These students are set to bypass CaRMS and launch directly into family medicine residency
A cohort of 20 Ontario medical students have a rare opportunity to bypass the CaRMS process next year because they’re already guaranteed a residency spot in family medicine.
The whole Queen’s University-Lakeridge Health MD family medicine program was developed in the same timeline as human gestation, with funding secured in November 2022 and the program’s inaugural students starting early September 2023. Now in their clerkship year, the students have until June 15 to respond if they will keep their Queen’s family medicine residency seat, or decide to enter the match for another seat.
A few students may decide to enter the match because family or life circumstances mean they want to study elsewhere, said Dr. Michelle Gibson, associate professor and former assistant dean of curriculum for undergraduate medical education at Queen’s University. Doing residency elsewhere, but still in family medicine, is a good secondary outcome, said Dr. Richard van Wylick, vice dean of education at Queen’s University faculty of health sciences.
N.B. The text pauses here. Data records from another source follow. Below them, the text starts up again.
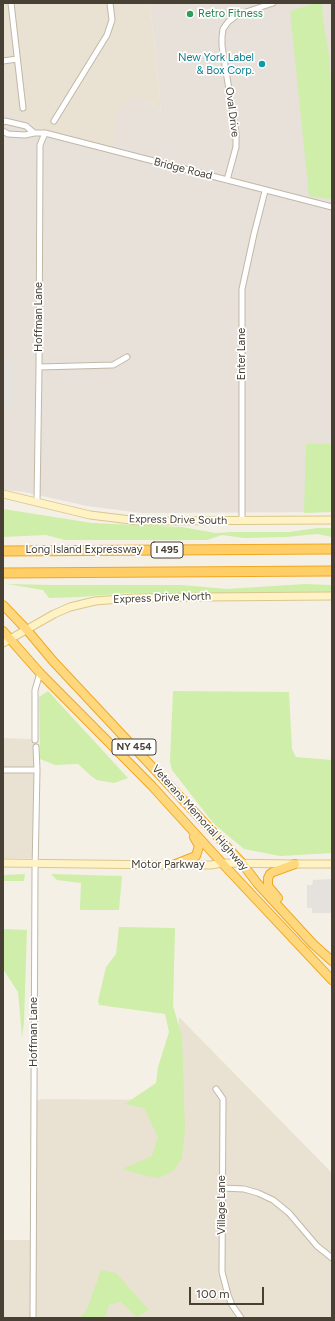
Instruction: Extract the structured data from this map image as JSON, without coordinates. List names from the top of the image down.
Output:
{
  "streets": {
    "highway": [
      "Long Island Expressway",
      "I 495",
      "NY 454",
      "Veterans Memorial Highway"
    ],
    "main road": ["Express Drive South", "Express Drive North", "Motor Parkway"],
    "street": [
      "Oval Drive",
      "Bridge Road",
      "Hoffman Lane",
      "Enter Lane",
      "Village Lane"
    ]
  },
  "crossings": [
    ["Oval Drive", "Bridge Road"],
    ["Bridge Road", "Hoffman Lane"],
    ["Bridge Road", "Enter Lane"],
    ["Hoffman Lane", "Express Drive South"],
    ["Hoffman Lane", "Motor Parkway"],
    ["Enter Lane", "Express Drive South"],
    ["Express Drive North", "Veterans Memorial Highway"],
    ["Veterans Memorial Highway", "Motor Parkway"]
  ],
  "places": ["Retro Fitness", "New York Label & Box Corp."],
  "scale_bar": "100 m"
}
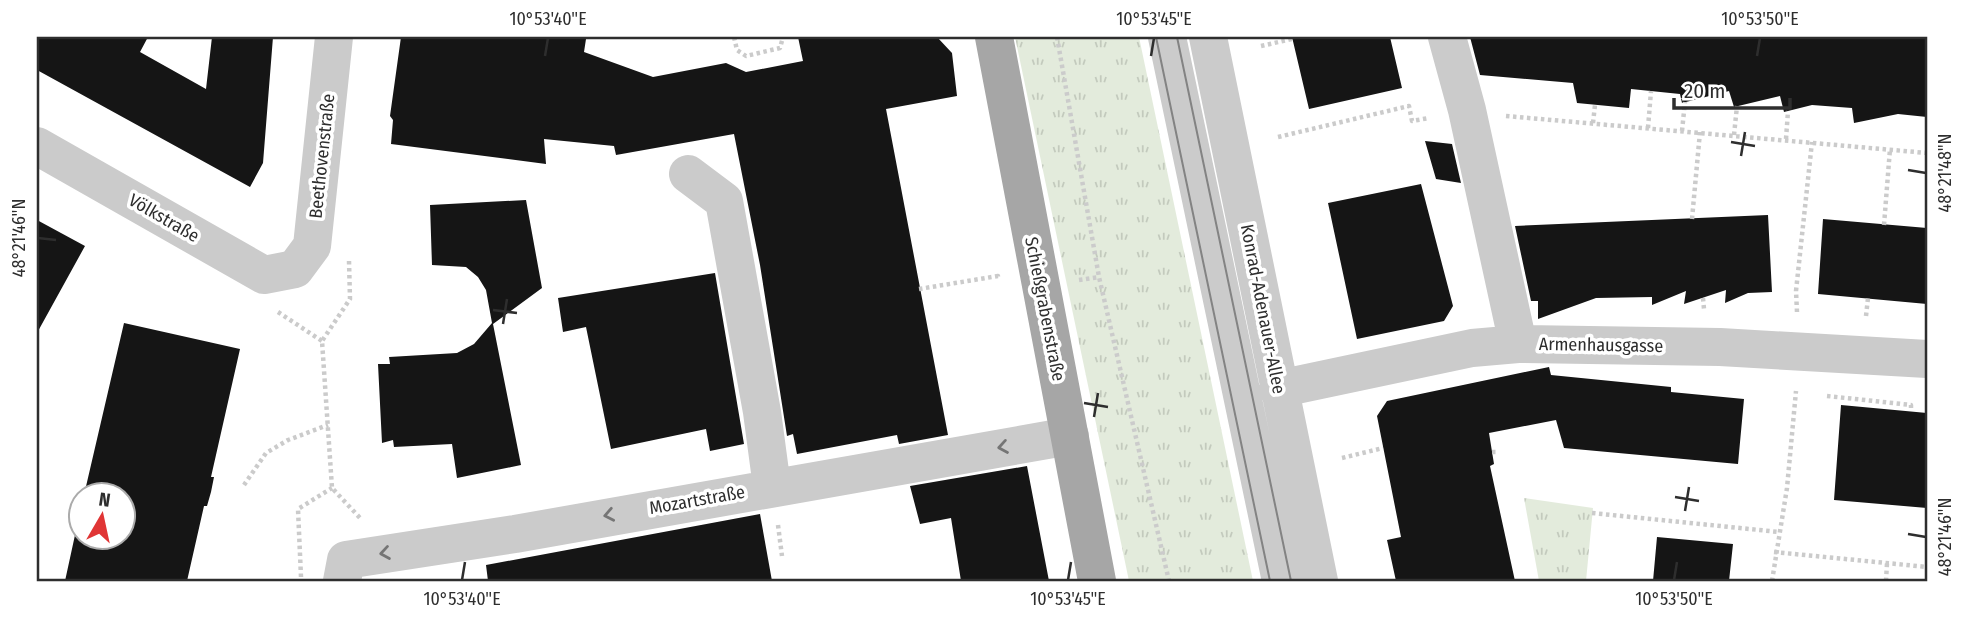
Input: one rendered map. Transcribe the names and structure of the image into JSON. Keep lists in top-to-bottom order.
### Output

By bypassing the match, the students can focus on learning instead of performance, said Dr. Natasha Aziz, assistant professor and curriculum director at the Queen’s-Lakeridge Health MD Family medicine program.
The students in the Queen’s University-Lakeridge Health MD family medicine program study at Lakeridge Health in Oshawa, Ont., instead of at Queen’s University’s main campus in Kingston, Ont. While the program was quickly created quickly (“Make a baby, plan a campus, same thing,” Dr. Gibson joked), the students score the same, if not better, on the Objective Structured Clinical Tests (OSCE) as students at the Kingston campus. There was no significant difference in the OSCE scores in the first and second year. Dr. Gibson presented the results as part of the International Congress on Academic Medicine, held in Ottawa in April.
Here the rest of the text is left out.